Comments (10)
  1. The title of this post is a question I asked a few months ago of Anna Tholse, one of the very cool developers…

  2. alfons says:

    I think it is reassuring to know that something we take for granted is actually backed by raw scientific data? :-)

  3. Slaven says:

    I get miffed by studies like these. I mean, we know the effect of light on our mood (versus darkness), we also know the effect of sun on our well being (Vitamin D production, etc), we know the benefits of walking, so did they really need to spend time and money to conclude that the three combined would improve our mood? I just hope this study wasn’t tax-payer funded… :)

  4. To a scientist, common sense isn’t so until proven by an eight year study.

  5. Maks Verver says:

    Although probably you are all just being sarcastic, Kent Boogart is actually right. If we accepted ‘common sense’ as scientifical facts, we would still believe the earth was flat and washing your car is a great way to make it rain.

    It is a good thing that common wisdoms like these are evaluated scientifically because often enough they are plain wrong.

    That said, I doubt the results and conclusion of the study were so simple as the title suggests. Slaven dismisses the study as obvious, but he hasn’t even bothered to read the article; if he had, he would have known that the effect of exercise was factored out in the study (the subject of the study being the weather, not the walking).

  6. Timbuktu says:

    Scientists becomes smarter and smarter!! :D:D

  7. Slaven says:

    "Slaven dismisses the study as obvious, but he hasn’t even bothered to read the article; if he had, he would have known that the effect of exercise was factored out in the study (the subject of the study being the weather, not the walking)."

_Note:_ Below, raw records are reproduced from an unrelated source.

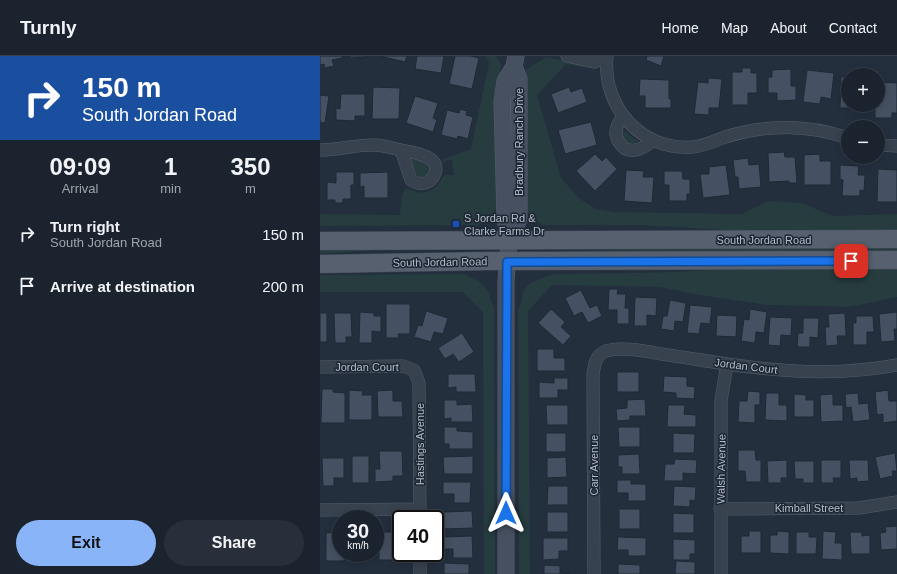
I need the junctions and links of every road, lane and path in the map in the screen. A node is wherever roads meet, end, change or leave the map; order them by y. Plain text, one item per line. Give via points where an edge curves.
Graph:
1 (567, 56) edge
2 (607, 56) edge
3 (515, 61) edge
4 (623, 116) junction
5 (841, 136) edge
6 (653, 140) junction
7 (885, 146) edge
8 (897, 146) edge
9 (320, 150) edge
10 (400, 150) dead end
11 (897, 239) edge
12 (509, 240) junction
13 (320, 241) edge
14 (897, 260) edge
15 (507, 262) junction
16 (320, 264) edge
17 (598, 356) joint
18 (726, 364) junction
19 (897, 365) edge
20 (320, 367) edge
21 (414, 370) joint
22 (897, 502) edge
23 (720, 509) junction
24 (320, 510) edge
25 (420, 510) edge
26 (392, 513) edge
27 (420, 562) edge
28 (420, 574) edge
29 (506, 574) edge
30 (594, 574) edge
31 (721, 574) edge

1 - 2 street via 594,62
2 - 4 street via 608,86
3 - 12 street, Bradbury Ranch Drive via 505,81 502,102 505,219
4 - 6 street via 636,129
4 - 6 street via 617,125 616,136 625,149 642,149
5 - 6 street via 787,127 747,131 695,146 679,146
7 - 8 street
9 - 10 street via 373,145
11 - 12 main road, South Jordan Road
12 - 13 main road, South Jordan Road
12 - 15 street, Bradbury Ranch Drive
14 - 15 main road, South Jordan Road
15 - 16 main road, South Jordan Road
15 - 29 street, Bradbury Ranch Drive
17 - 18 street, Jordan Court via 606,351 640,350
17 - 30 street, Carr Avenue via 593,376
18 - 19 street, Jordan Court via 810,372
18 - 23 street, Walsh Avenue via 721,401
20 - 21 street, Jordan Court via 403,366
21 - 25 street, Hastings Avenue via 419,382
22 - 23 street, Kimball Street via 859,508
23 - 31 street, Walsh Avenue
24 - 26 street
27 - 28 street

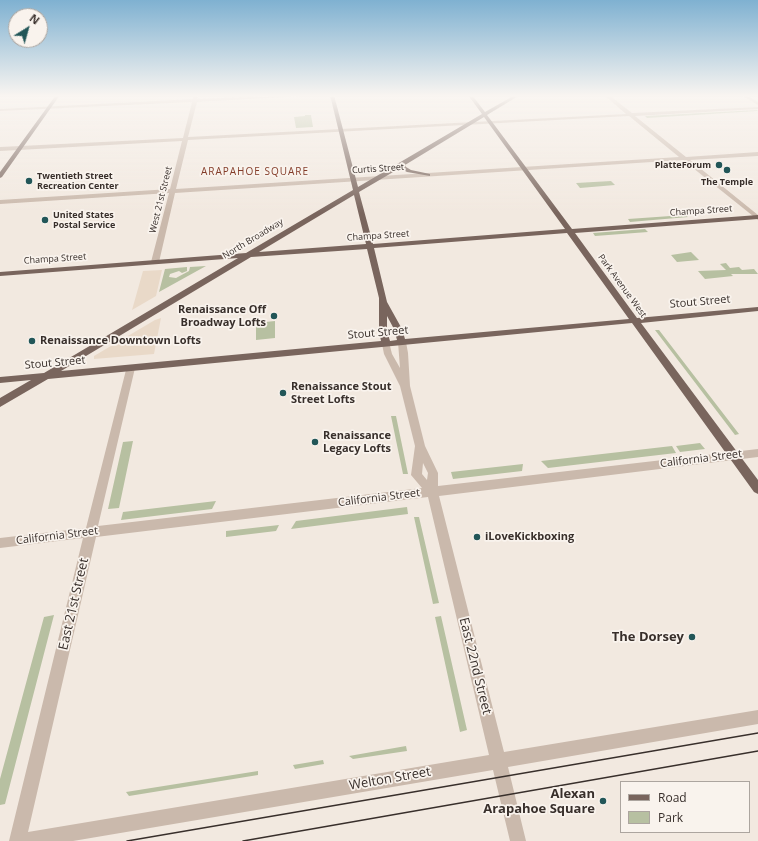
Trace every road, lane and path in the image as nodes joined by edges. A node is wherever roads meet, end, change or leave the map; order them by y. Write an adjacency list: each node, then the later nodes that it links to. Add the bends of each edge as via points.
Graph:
1 (31, 134): 9 (main road)
2 (186, 134): 8 (street, West 21st Street)
3 (278, 134): 8 (street)
4 (342, 134): 18 (main road, East 22nd Street)
5 (453, 134): 13 (main road, North Broadway)
6 (498, 134): 14 (main road, Park Avenue West)
7 (654, 134): 12 (street)
8 (185, 139): 9 (street); 19 (street, West 21st Street)
9 (21, 148): 10 (street); 16 (main road)
10 (0, 149)
11 (758, 154): 12 (street, Curtis Street)
12 (684, 158): 14 (street, Curtis Street); 22 (street)
13 (402, 164): 15 (main road, via 403,168 409,171); 17 (main road, North Broadway)
14 (524, 169): 15 (street, Curtis Street); 23 (main road, Park Avenue West)
15 (428, 175): 17 (street, Curtis Street)
16 (0, 176)
17 (378, 178): 18 (street, Curtis Street); 20 (main road, North Broadway)
18 (353, 180): 19 (street, Curtis Street); 20 (main road, East 22nd Street)
19 (172, 191): 21 (street, Curtis Street); 26 (street, West 21st Street)
20 (356, 191): 24 (main road, East 22nd Street); 25 (main road, North Broadway)
21 (0, 202)
22 (758, 218): 23 (main road, Champa Street)
23 (569, 231): 24 (main road, Champa Street); 30 (main road, Park Avenue West)
24 (370, 246): 25 (main road, Champa Street); 28 (main road, East 22nd Street)
25 (247, 256): 26 (main road, Champa Street); 34 (main road, North Broadway)
26 (155, 262): 27 (main road, Champa Street)
27 (0, 274)
28 (384, 302): 31 (main road, East 22nd Street); 32 (main road, East 22nd Street, via 383,331)
29 (758, 309): 30 (main road, Stout Street)
30 (633, 320): 31 (main road, Stout Street); 40 (main road, Park Avenue West)
31 (402, 342): 32 (main road, Stout Street); 36 (street, East 22nd Street)
32 (386, 344): 33 (main road, Stout Street); 36 (street, East 22nd Street, via 388,354)
33 (130, 368): 34 (main road, Stout Street); 43 (street, East 21st Street)
34 (46, 376): 35 (main road, Stout Street); 37 (main road, North Broadway)
35 (0, 380)
36 (405, 386): 38 (street, East 22nd Street)
37 (0, 403)
38 (420, 446): 42 (street, East 22nd Street, via 433,473); 42 (street, East 22nd Street, via 416,475)
39 (758, 453): 40 (street, California Street)
40 (733, 456): 41 (main road, Park Avenue West); 42 (street, California Street)
41 (758, 489)
42 (432, 492): 43 (street, California Street); 46 (street, East 22nd Street)
43 (91, 532): 44 (street, California Street); 47 (street, East 21st Street)
44 (0, 543)
45 (758, 717): 46 (street, Welton Street)
46 (498, 761): 48 (street, Welton Street); 49 (street, East 22nd Street)
47 (17, 841)
48 (23, 841)
49 (518, 841)

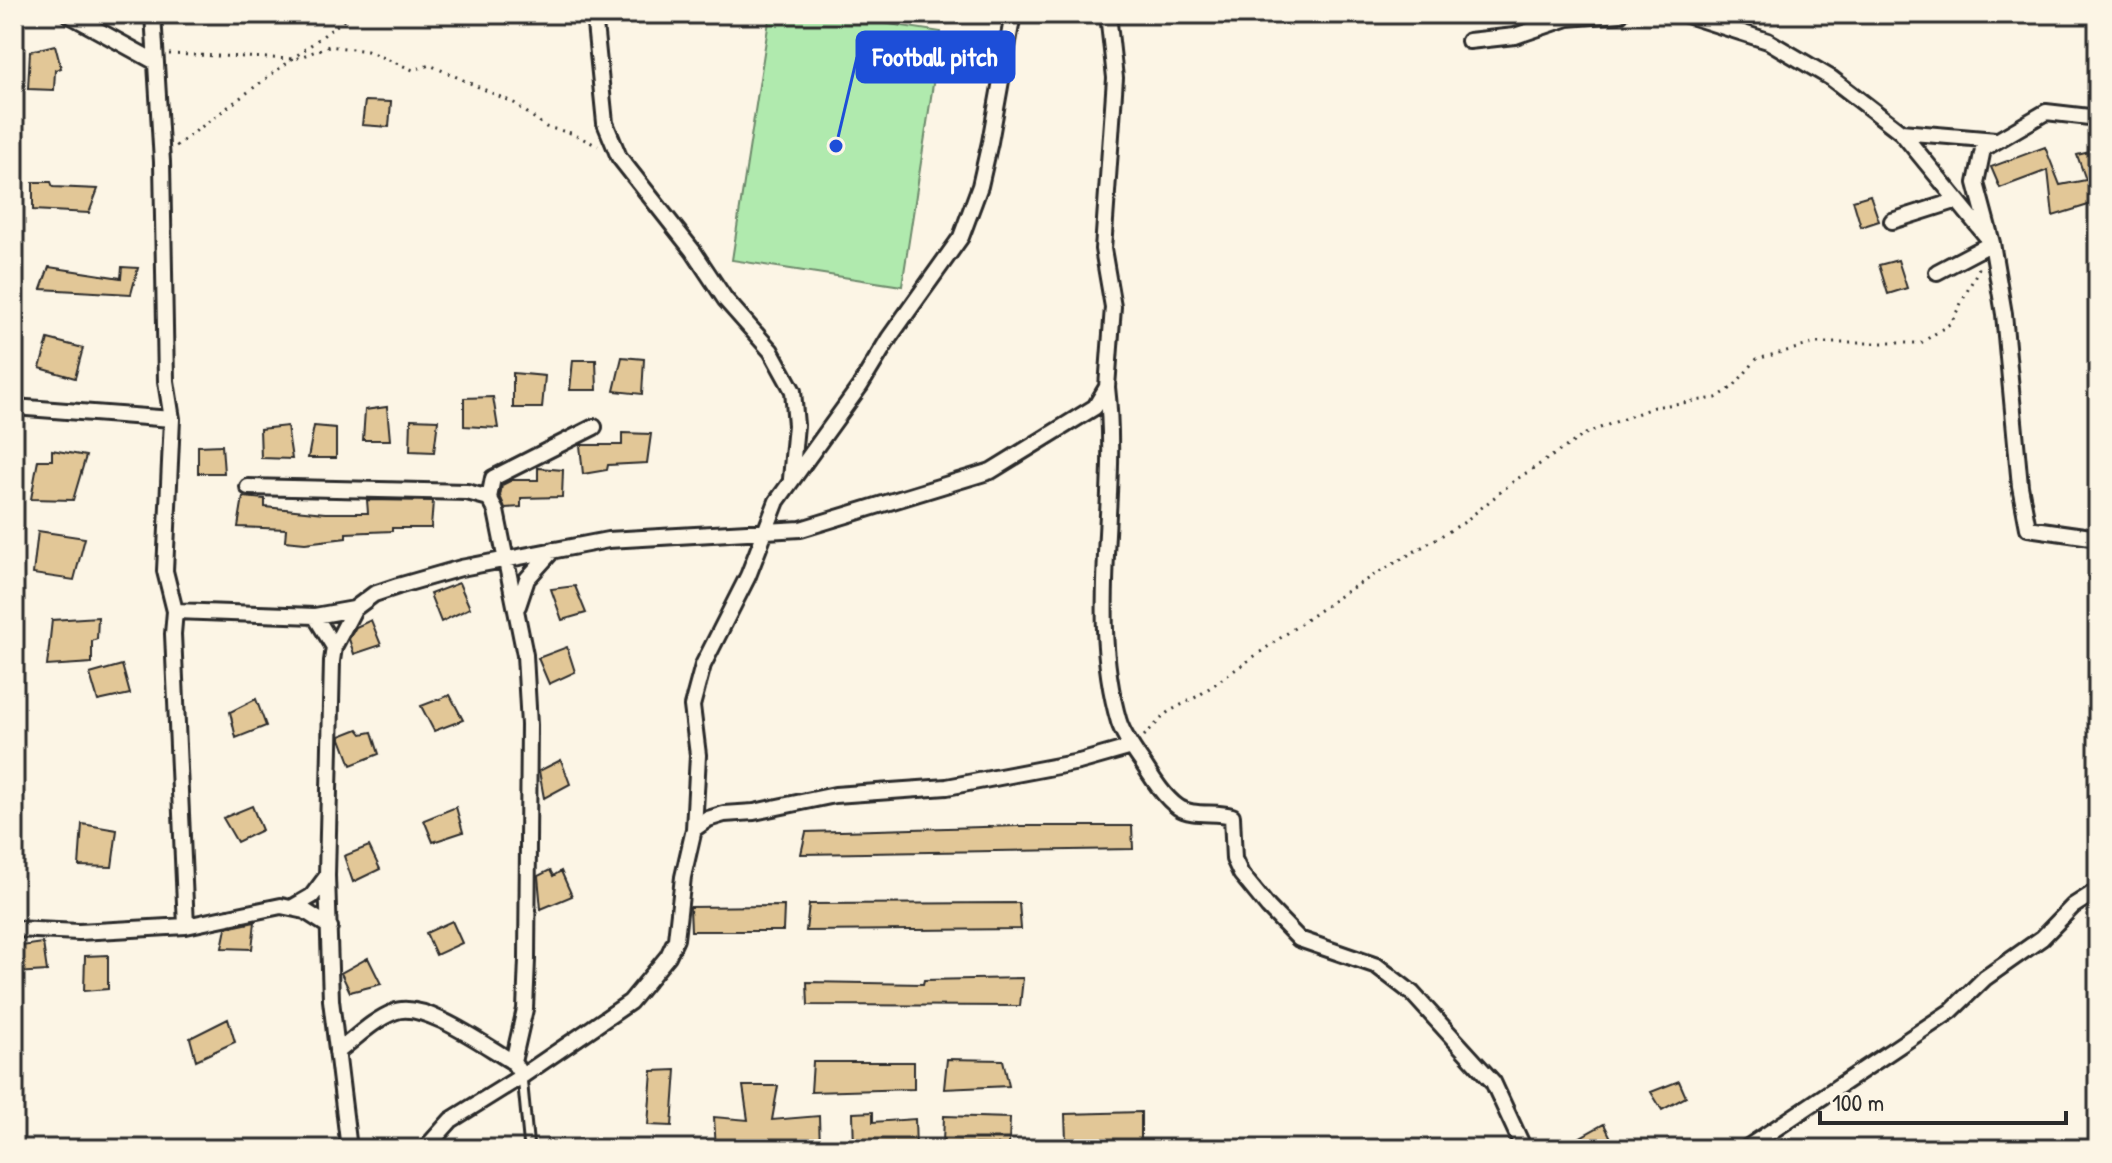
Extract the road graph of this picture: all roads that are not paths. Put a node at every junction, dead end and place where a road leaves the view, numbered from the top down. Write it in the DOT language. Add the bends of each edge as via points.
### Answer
graph roads {
  1 [pos="68,14"];
  2 [pos="153,14"];
  3 [pos="594,14"];
  4 [pos="1013,14"];
  5 [pos="1108,14"];
  6 [pos="1620,14"];
  7 [pos="1684,14"];
  8 [pos="1469,41"];
  9 [pos="154,61"];
  10 [pos="2098,118"];
  11 [pos="1901,132"];
  12 [pos="1996,140"];
  13 [pos="1955,201"];
  14 [pos="1892,221"];
  15 [pos="1992,243"];
  16 [pos="1937,272"];
  17 [pos="1107,387"];
  18 [pos="14,407"];
  19 [pos="172,419"];
  20 [pos="594,427"];
  21 [pos="791,479"];
  22 [pos="248,487"];
  23 [pos="489,498"];
  24 [pos="766,532"];
  25 [pos="2098,538"];
  26 [pos="553,550"];
  27 [pos="507,559"];
  28 [pos="517,608"];
  29 [pos="354,609"];
  30 [pos="175,611"];
  31 [pos="315,616"];
  32 [pos="334,647"];
  33 [pos="1132,747"];
  34 [pos="694,829"];
  35 [pos="327,876"];
  36 [pos="2098,890"];
  37 [pos="293,907"];
  38 [pos="186,926"];
  39 [pos="330,927"];
  40 [pos="14,929"];
  41 [pos="337,1052"];
  42 [pos="513,1062"];
  43 [pos="522,1076"];
  44 [pos="349,1149"];
  45 [pos="425,1149"];
  46 [pos="529,1149"];
  47 [pos="1524,1149"];
  48 [pos="1745,1149"];
  1 -- 9 [label="street"];
  2 -- 9 [label="street"];
  3 -- 21 [label="street" via="605,123 619,157 783,370 793,391"];
  4 -- 21 [label="street" via="980,186 961,237"];
  5 -- 17 [label="street" via="1115,78 1103,249 1113,307"];
  6 -- 8 [label="street" via="1568,18 1515,36"];
  7 -- 11 [label="street" via="1768,41 1831,78"];
  9 -- 19 [label="street" via="162,162 166,381"];
  10 -- 12 [label="street" via="2046,112"];
  11 -- 12 [label="street"];
  11 -- 13 [label="street"];
  12 -- 15 [label="street" via="1983,149 1976,183"];
  13 -- 14 [label="street"];
  13 -- 15 [label="street"];
  15 -- 16 [label="street"];
  15 -- 25 [label="street" via="2028,528"];
  17 -- 24 [label="street" via="1086,415 991,471 801,529"];
  17 -- 33 [label="street" via="1108,680 1119,723"];
  18 -- 19 [label="street"];
  19 -- 30 [label="street" via="165,571"];
  20 -- 23 [label="street" via="493,478"];
  21 -- 24 [label="street"];
  22 -- 23 [label="street" via="467,492"];
  23 -- 27 [label="street"];
  24 -- 26 [label="street" via="651,536"];
  24 -- 34 [label="street" via="695,691"];
  26 -- 27 [label="street"];
  26 -- 28 [label="street" via="527,579"];
  27 -- 28 [label="street"];
  27 -- 29 [label="street" via="398,586 374,594"];
  28 -- 42 [label="street" via="529,725 529,873 525,1009"];
  29 -- 31 [label="street"];
  29 -- 32 [label="street"];
  30 -- 31 [label="street"];
  30 -- 38 [label="street"];
  31 -- 32 [label="street"];
  32 -- 35 [label="street"];
  33 -- 34 [label="street" via="983,781 835,795 724,814"];
  33 -- 47 [label="street" via="1177,807 1232,816 1234,859 1241,874 1287,928 1320,948 1377,966 1432,1013 1493,1082"];
  34 -- 43 [label="street" via="676,939 658,970 630,1002"];
  35 -- 37 [label="street" via="312,896"];
  35 -- 39 [label="street"];
  36 -- 48 [label="street" via="1951,1011"];
  37 -- 38 [label="street" via="268,907"];
  37 -- 39 [label="street"];
  38 -- 40 [label="street" via="105,932"];
  39 -- 41 [label="street"];
  41 -- 42 [label="street" via="380,1019 410,1009 432,1015"];
  41 -- 44 [label="street"];
  42 -- 43 [label="street"];
  43 -- 45 [label="street" via="451,1120"];
  43 -- 46 [label="lane"];
}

    I just listed all the reasons this study would be a foregone conclusion, granted I did not spend near enough time to really analyze the findings (after all, I do think enough time was wasted on it already!). I think the obvious part of the study is actually exposure to sun, since there have been many studies that proved it long ago, and effect it has on mood of people living if far north like Norway and Sweden. I just think there are a lot more urgent areas of study available to them.

    What would be a worthwhile study would be telling us if the benefits of walking in the sun outweigh potential risks of skin cancer. :)

  8. Merle says:

    The thing I hate most about this is how judgmental it is about weather.

    Their study shows that (most) people are happier after being in "sunny" weather. That is not what I call "nice" weather at all.

    I’m happiest after walking to work when it’s about 65F, with a light breeze, and either cloudy or misty. That’s what I call "nice" weather.

    When the local weatherperson says it will be "nice" outside, I know it will be dreadful: >90F and blindingly bright. Walking in such weather just makes you hot and sweaty, not something I fully appreciate being.

  9. Mormegil says:

    I have just read Richard Feynman’s The Pleasure of Finding Things Out, so I cannot resist to say that he was right about those pseudosciences and the cargo-cult science… (http://en.wikipedia.org/wiki/Cargo_cult_science)

  10. Travis Owens says:

    And it today’s news, scientists discover that eating healthy is good for you, and that double helping of chili cheese fries isn’t.